[Problem statement] Could you retype all of the entries below word for word?

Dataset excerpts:
+ + + + + + +

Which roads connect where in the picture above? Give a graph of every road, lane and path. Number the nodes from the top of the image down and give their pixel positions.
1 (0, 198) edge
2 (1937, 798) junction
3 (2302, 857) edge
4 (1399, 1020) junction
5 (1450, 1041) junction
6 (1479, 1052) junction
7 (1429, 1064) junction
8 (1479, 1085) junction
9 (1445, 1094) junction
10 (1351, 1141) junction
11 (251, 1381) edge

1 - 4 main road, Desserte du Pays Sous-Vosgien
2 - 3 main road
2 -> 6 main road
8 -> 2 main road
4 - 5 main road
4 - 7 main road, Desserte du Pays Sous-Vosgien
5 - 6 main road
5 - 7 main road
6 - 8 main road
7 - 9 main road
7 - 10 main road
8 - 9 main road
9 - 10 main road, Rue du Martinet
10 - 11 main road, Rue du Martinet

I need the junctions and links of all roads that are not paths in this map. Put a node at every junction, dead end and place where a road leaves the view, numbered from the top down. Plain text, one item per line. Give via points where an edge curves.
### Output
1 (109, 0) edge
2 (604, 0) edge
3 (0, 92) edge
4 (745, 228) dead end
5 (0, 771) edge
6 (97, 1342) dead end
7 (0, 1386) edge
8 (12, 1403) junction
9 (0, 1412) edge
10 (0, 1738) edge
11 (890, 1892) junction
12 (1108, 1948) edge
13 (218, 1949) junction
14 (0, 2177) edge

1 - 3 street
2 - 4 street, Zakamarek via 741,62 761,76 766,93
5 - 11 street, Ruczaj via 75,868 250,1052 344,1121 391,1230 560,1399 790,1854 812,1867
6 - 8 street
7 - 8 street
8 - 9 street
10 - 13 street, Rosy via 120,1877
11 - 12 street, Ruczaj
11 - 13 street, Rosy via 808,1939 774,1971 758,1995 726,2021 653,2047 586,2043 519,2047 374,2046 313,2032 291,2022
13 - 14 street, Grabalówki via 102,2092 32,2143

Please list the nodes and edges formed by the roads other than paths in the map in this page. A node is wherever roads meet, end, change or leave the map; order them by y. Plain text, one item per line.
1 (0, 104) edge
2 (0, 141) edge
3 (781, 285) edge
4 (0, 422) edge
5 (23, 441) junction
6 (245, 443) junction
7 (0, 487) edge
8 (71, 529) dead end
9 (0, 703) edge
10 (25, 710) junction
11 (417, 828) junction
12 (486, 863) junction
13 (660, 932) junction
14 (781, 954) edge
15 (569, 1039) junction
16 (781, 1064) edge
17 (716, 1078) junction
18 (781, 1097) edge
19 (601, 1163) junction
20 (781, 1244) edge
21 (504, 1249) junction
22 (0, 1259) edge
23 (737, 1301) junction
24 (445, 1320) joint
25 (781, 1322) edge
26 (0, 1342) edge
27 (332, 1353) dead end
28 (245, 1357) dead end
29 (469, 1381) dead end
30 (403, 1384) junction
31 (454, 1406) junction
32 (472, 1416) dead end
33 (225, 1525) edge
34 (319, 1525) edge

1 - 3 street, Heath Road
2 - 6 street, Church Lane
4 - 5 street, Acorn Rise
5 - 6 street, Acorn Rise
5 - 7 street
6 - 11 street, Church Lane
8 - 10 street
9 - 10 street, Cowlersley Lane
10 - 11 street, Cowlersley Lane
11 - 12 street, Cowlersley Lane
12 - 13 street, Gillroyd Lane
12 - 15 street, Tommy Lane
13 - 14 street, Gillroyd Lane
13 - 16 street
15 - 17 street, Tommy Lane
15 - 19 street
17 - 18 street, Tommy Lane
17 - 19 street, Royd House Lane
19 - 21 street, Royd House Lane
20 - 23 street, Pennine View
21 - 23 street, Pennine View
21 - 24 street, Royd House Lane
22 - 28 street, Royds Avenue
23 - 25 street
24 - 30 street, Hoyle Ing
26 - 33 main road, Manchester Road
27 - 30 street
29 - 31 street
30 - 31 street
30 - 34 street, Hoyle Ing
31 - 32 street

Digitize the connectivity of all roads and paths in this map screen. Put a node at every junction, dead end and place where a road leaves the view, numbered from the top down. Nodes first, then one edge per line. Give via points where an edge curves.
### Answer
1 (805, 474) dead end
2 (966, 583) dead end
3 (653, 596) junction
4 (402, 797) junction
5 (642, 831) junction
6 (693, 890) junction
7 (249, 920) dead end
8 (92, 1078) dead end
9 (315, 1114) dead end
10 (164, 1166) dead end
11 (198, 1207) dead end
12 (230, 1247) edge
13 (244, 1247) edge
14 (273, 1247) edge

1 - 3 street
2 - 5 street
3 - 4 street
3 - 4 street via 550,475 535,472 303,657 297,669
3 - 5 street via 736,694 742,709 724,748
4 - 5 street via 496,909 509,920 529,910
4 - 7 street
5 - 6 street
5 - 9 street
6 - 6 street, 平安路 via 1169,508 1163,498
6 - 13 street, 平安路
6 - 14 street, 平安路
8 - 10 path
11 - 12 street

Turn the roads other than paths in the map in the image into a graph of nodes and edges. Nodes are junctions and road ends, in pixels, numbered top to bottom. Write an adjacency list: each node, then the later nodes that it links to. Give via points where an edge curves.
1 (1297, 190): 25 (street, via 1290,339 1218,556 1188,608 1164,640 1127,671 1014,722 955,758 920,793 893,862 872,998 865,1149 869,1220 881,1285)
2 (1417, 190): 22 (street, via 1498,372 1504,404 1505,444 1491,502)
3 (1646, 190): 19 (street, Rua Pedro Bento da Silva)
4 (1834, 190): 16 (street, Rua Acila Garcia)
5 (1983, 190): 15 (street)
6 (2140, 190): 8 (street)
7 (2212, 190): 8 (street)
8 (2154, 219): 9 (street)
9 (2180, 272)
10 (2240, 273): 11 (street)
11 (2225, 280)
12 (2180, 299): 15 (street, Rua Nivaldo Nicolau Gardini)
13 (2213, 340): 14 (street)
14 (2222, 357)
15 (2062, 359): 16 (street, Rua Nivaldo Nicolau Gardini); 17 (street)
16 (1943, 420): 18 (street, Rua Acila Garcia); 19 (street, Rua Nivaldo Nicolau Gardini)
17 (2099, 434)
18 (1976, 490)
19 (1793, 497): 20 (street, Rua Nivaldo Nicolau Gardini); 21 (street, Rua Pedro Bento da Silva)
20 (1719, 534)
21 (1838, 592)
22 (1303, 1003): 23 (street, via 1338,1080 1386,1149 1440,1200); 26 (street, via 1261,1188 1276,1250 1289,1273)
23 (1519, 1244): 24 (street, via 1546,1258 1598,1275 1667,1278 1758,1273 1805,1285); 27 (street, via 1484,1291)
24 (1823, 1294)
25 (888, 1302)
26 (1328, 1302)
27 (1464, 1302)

+ + + + + + +

[Written reply]
Which roads connect where in the picture above? Give a graph of every road, lane and path. Number the nodes from the top of the image down and give their pixel positions.
1 (0, 198) edge
2 (1937, 798) junction
3 (2302, 857) edge
4 (1399, 1020) junction
5 (1450, 1041) junction
6 (1479, 1052) junction
7 (1429, 1064) junction
8 (1479, 1085) junction
9 (1445, 1094) junction
10 (1351, 1141) junction
11 (251, 1381) edge

1 - 4 main road, Desserte du Pays Sous-Vosgien
2 - 3 main road
2 -> 6 main road
8 -> 2 main road
4 - 5 main road
4 - 7 main road, Desserte du Pays Sous-Vosgien
5 - 6 main road
5 - 7 main road
6 - 8 main road
7 - 9 main road
7 - 10 main road
8 - 9 main road
9 - 10 main road, Rue du Martinet
10 - 11 main road, Rue du Martinet

I need the junctions and links of all roads that are not paths in this map. Put a node at every junction, dead end and place where a road leaves the view, numbered from the top down. Plain text, one item per line. Give via points where an edge curves.
### Output
1 (109, 0) edge
2 (604, 0) edge
3 (0, 92) edge
4 (745, 228) dead end
5 (0, 771) edge
6 (97, 1342) dead end
7 (0, 1386) edge
8 (12, 1403) junction
9 (0, 1412) edge
10 (0, 1738) edge
11 (890, 1892) junction
12 (1108, 1948) edge
13 (218, 1949) junction
14 (0, 2177) edge

1 - 3 street
2 - 4 street, Zakamarek via 741,62 761,76 766,93
5 - 11 street, Ruczaj via 75,868 250,1052 344,1121 391,1230 560,1399 790,1854 812,1867
6 - 8 street
7 - 8 street
8 - 9 street
10 - 13 street, Rosy via 120,1877
11 - 12 street, Ruczaj
11 - 13 street, Rosy via 808,1939 774,1971 758,1995 726,2021 653,2047 586,2043 519,2047 374,2046 313,2032 291,2022
13 - 14 street, Grabalówki via 102,2092 32,2143

Please list the nodes and edges formed by the roads other than paths in the map in this page. A node is wherever roads meet, end, change or leave the map; order them by y. Plain text, one item per line.
1 (0, 104) edge
2 (0, 141) edge
3 (781, 285) edge
4 (0, 422) edge
5 (23, 441) junction
6 (245, 443) junction
7 (0, 487) edge
8 (71, 529) dead end
9 (0, 703) edge
10 (25, 710) junction
11 (417, 828) junction
12 (486, 863) junction
13 (660, 932) junction
14 (781, 954) edge
15 (569, 1039) junction
16 (781, 1064) edge
17 (716, 1078) junction
18 (781, 1097) edge
19 (601, 1163) junction
20 (781, 1244) edge
21 (504, 1249) junction
22 (0, 1259) edge
23 (737, 1301) junction
24 (445, 1320) joint
25 (781, 1322) edge
26 (0, 1342) edge
27 (332, 1353) dead end
28 (245, 1357) dead end
29 (469, 1381) dead end
30 (403, 1384) junction
31 (454, 1406) junction
32 (472, 1416) dead end
33 (225, 1525) edge
34 (319, 1525) edge

1 - 3 street, Heath Road
2 - 6 street, Church Lane
4 - 5 street, Acorn Rise
5 - 6 street, Acorn Rise
5 - 7 street
6 - 11 street, Church Lane
8 - 10 street
9 - 10 street, Cowlersley Lane
10 - 11 street, Cowlersley Lane
11 - 12 street, Cowlersley Lane
12 - 13 street, Gillroyd Lane
12 - 15 street, Tommy Lane
13 - 14 street, Gillroyd Lane
13 - 16 street
15 - 17 street, Tommy Lane
15 - 19 street
17 - 18 street, Tommy Lane
17 - 19 street, Royd House Lane
19 - 21 street, Royd House Lane
20 - 23 street, Pennine View
21 - 23 street, Pennine View
21 - 24 street, Royd House Lane
22 - 28 street, Royds Avenue
23 - 25 street
24 - 30 street, Hoyle Ing
26 - 33 main road, Manchester Road
27 - 30 street
29 - 31 street
30 - 31 street
30 - 34 street, Hoyle Ing
31 - 32 street

Digitize the connectivity of all roads and paths in this map screen. Put a node at every junction, dead end and place where a road leaves the view, numbered from the top down. Nodes first, then one edge per line. Give via points where an edge curves.
### Answer
1 (805, 474) dead end
2 (966, 583) dead end
3 (653, 596) junction
4 (402, 797) junction
5 (642, 831) junction
6 (693, 890) junction
7 (249, 920) dead end
8 (92, 1078) dead end
9 (315, 1114) dead end
10 (164, 1166) dead end
11 (198, 1207) dead end
12 (230, 1247) edge
13 (244, 1247) edge
14 (273, 1247) edge

1 - 3 street
2 - 5 street
3 - 4 street
3 - 4 street via 550,475 535,472 303,657 297,669
3 - 5 street via 736,694 742,709 724,748
4 - 5 street via 496,909 509,920 529,910
4 - 7 street
5 - 6 street
5 - 9 street
6 - 6 street, 平安路 via 1169,508 1163,498
6 - 13 street, 平安路
6 - 14 street, 平安路
8 - 10 path
11 - 12 street

Turn the roads other than paths in the map in the image into a graph of nodes and edges. Nodes are junctions and road ends, in pixels, numbered top to bottom. Write an adjacency list: each node, then the later nodes that it links to. Give via points where an edge curves.
1 (1297, 190): 25 (street, via 1290,339 1218,556 1188,608 1164,640 1127,671 1014,722 955,758 920,793 893,862 872,998 865,1149 869,1220 881,1285)
2 (1417, 190): 22 (street, via 1498,372 1504,404 1505,444 1491,502)
3 (1646, 190): 19 (street, Rua Pedro Bento da Silva)
4 (1834, 190): 16 (street, Rua Acila Garcia)
5 (1983, 190): 15 (street)
6 (2140, 190): 8 (street)
7 (2212, 190): 8 (street)
8 (2154, 219): 9 (street)
9 (2180, 272)
10 (2240, 273): 11 (street)
11 (2225, 280)
12 (2180, 299): 15 (street, Rua Nivaldo Nicolau Gardini)
13 (2213, 340): 14 (street)
14 (2222, 357)
15 (2062, 359): 16 (street, Rua Nivaldo Nicolau Gardini); 17 (street)
16 (1943, 420): 18 (street, Rua Acila Garcia); 19 (street, Rua Nivaldo Nicolau Gardini)
17 (2099, 434)
18 (1976, 490)
19 (1793, 497): 20 (street, Rua Nivaldo Nicolau Gardini); 21 (street, Rua Pedro Bento da Silva)
20 (1719, 534)
21 (1838, 592)
22 (1303, 1003): 23 (street, via 1338,1080 1386,1149 1440,1200); 26 (street, via 1261,1188 1276,1250 1289,1273)
23 (1519, 1244): 24 (street, via 1546,1258 1598,1275 1667,1278 1758,1273 1805,1285); 27 (street, via 1484,1291)
24 (1823, 1294)
25 (888, 1302)
26 (1328, 1302)
27 (1464, 1302)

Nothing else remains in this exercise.